I’m a Stock Expert: 6 High-Dividend Stocks I Won’t Invest In
High-dividend stocks may seem appealing to investors, but experts warn against solely focusing on high yields. Deiya Pernas, CFA and co-founder of Pernas Research, notes that stocks with very high dividend yields often indicate poor investments. These stocks typically have high debt loads, elevated dividend payout ratios, and low EBITDA cash flow conversion, signaling financial instability and a high likelihood of future dividend cuts.
For example, Icahn Enterprises L.P. (IEP) boasts a current dividend yield of 24.23%, but Pernas cautions that the company’s dependency on billionaire investor Carl Icahn could pose a risk. Similarly, San Juan Basin Royalty Trust (SJT) with an 8.49% dividend yield is highly sensitive to oil and gas price fluctuations, making it vulnerable to potential reductions in distributions.

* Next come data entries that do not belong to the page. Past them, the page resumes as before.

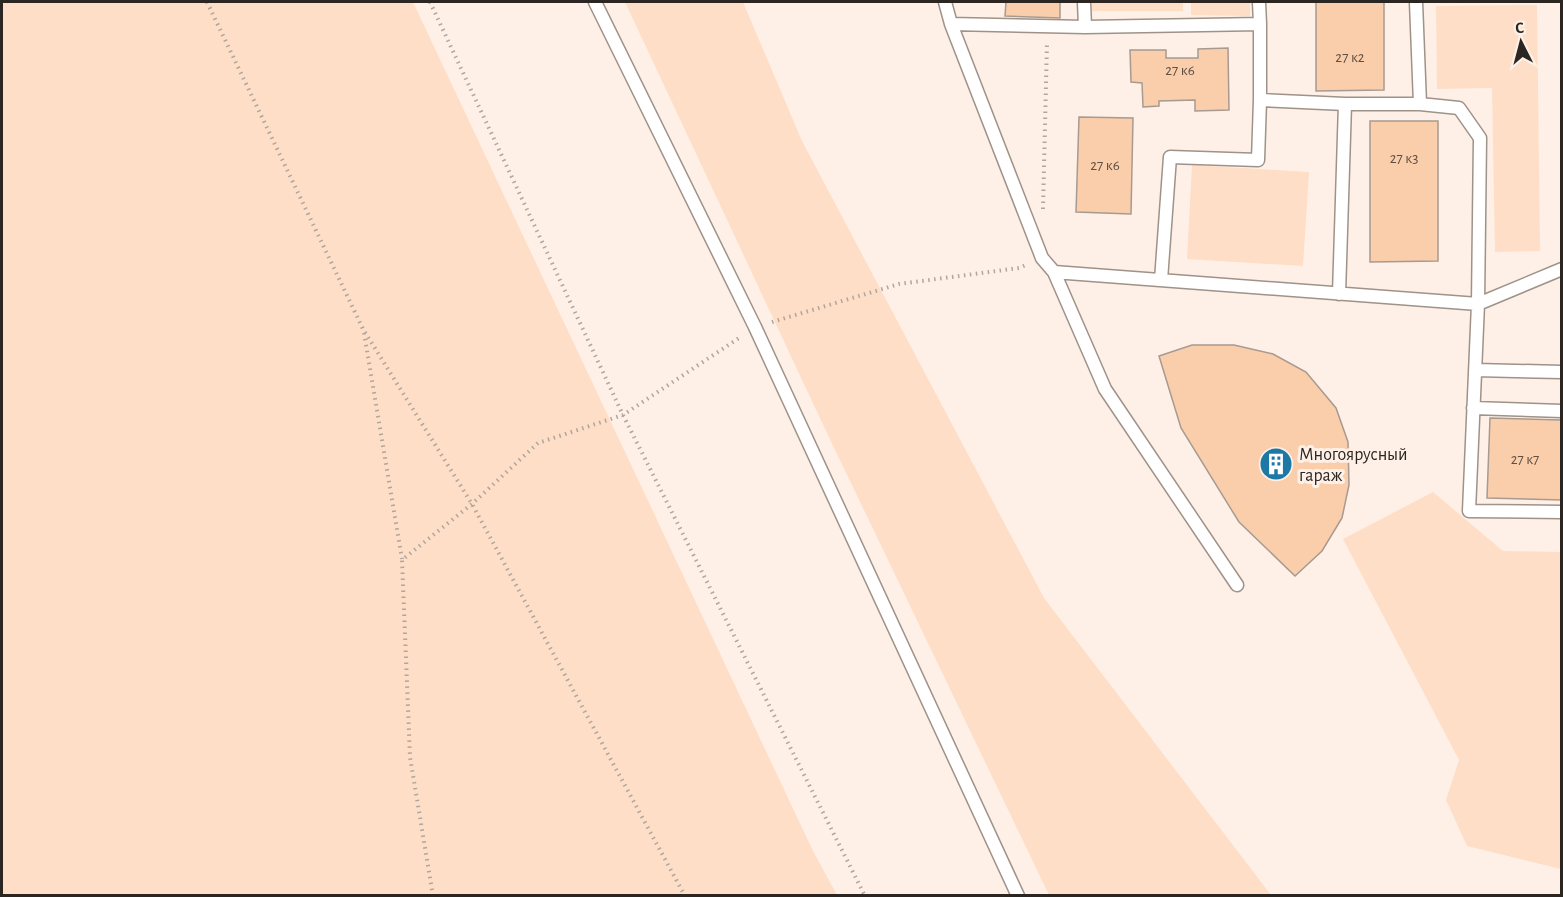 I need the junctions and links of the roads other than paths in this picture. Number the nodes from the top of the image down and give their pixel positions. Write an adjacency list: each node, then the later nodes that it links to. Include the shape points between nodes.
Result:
1 (595, 2): 23 (lane, via 755,327)
2 (945, 2): 6 (lane)
3 (1084, 2): 8 (lane)
4 (1259, 2): 7 (lane)
5 (1416, 2): 11 (lane)
6 (951, 24): 8 (lane); 13 (lane, via 1042,258)
7 (1260, 24): 8 (lane); 9 (lane)
8 (1085, 27)
9 (1260, 100): 10 (lane); 14 (lane, via 1258,160 1170,157)
10 (1345, 104): 11 (lane); 15 (lane)
11 (1420, 104): 16 (lane, via 1459,108 1480,138)
12 (1562, 269): 16 (lane)
13 (1054, 272): 14 (lane); 22 (lane, via 1105,389)
14 (1161, 280): 15 (lane)
15 (1339, 294): 16 (lane)
16 (1478, 304): 17 (lane)
17 (1475, 370): 18 (lane); 19 (lane)
18 (1562, 372)
19 (1473, 408): 20 (lane); 21 (lane, via 1469,511)
20 (1562, 411)
21 (1562, 512)
22 (1237, 585)
23 (1018, 896) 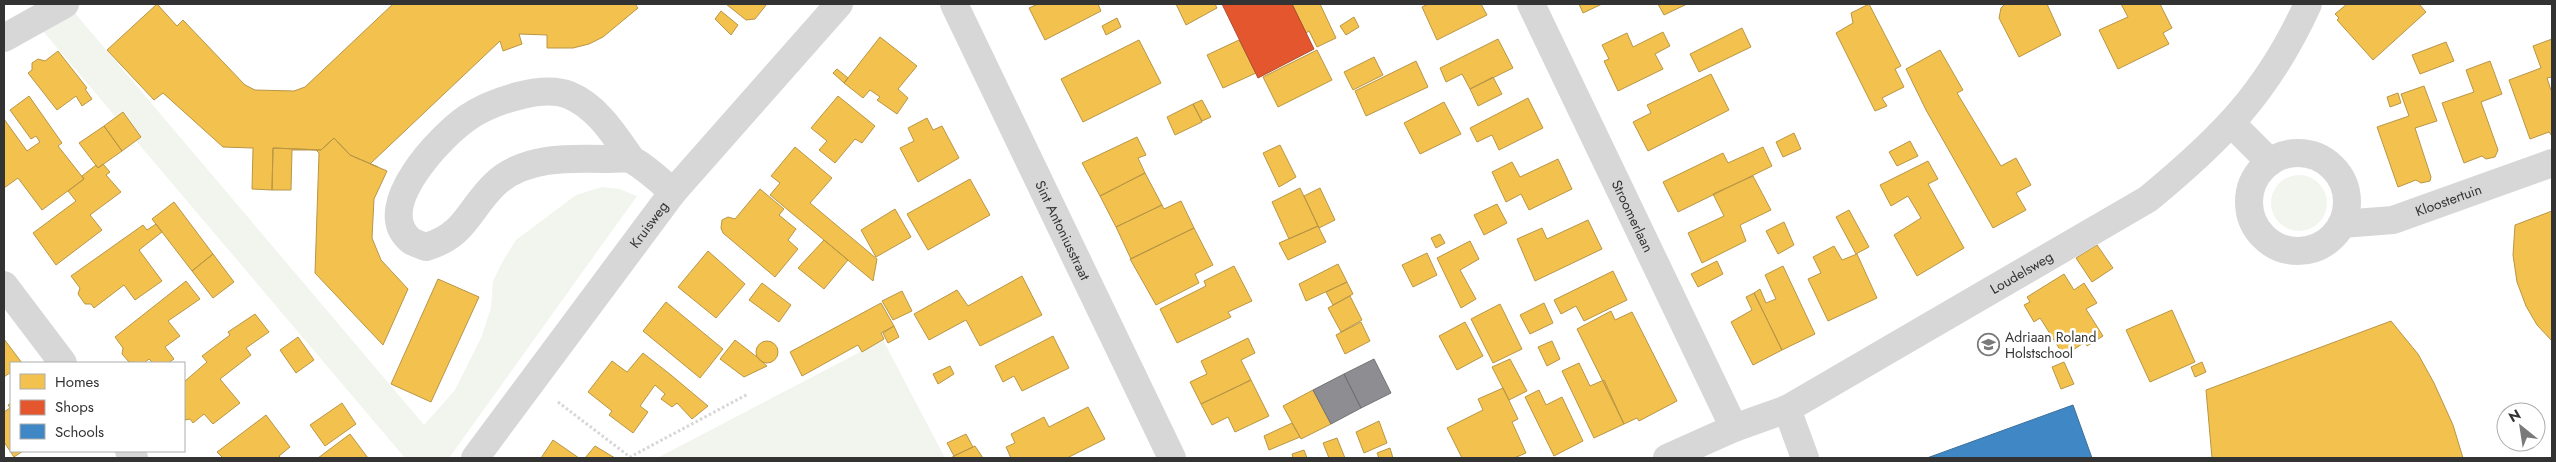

Enbridge Inc. (ENB), an energy company with a 7.33% dividend yield, is facing declining sales and heavy debt burdens, raising concerns about future growth. Invesco Mortgage Capital Inc. (IVR), a real estate investment trust with a 17.22% yield, faces risks due to short-term borrowing to finance long-term assets.
Medical Properties Trust, Inc. (MPW) and Global Net Lease Inc. (GNL) also present risks with dividend yields of 11.19% and 14.71% respectively. MPW’s high leverage and declining profitability raise concerns, while GNL’s financial challenges and negative net income could impact distribution levels.
It’s crucial for investors to look beyond high dividend yields and consider the overall financial health of a company before making investment decisions in order to mitigate risks and maximize returns in the long run.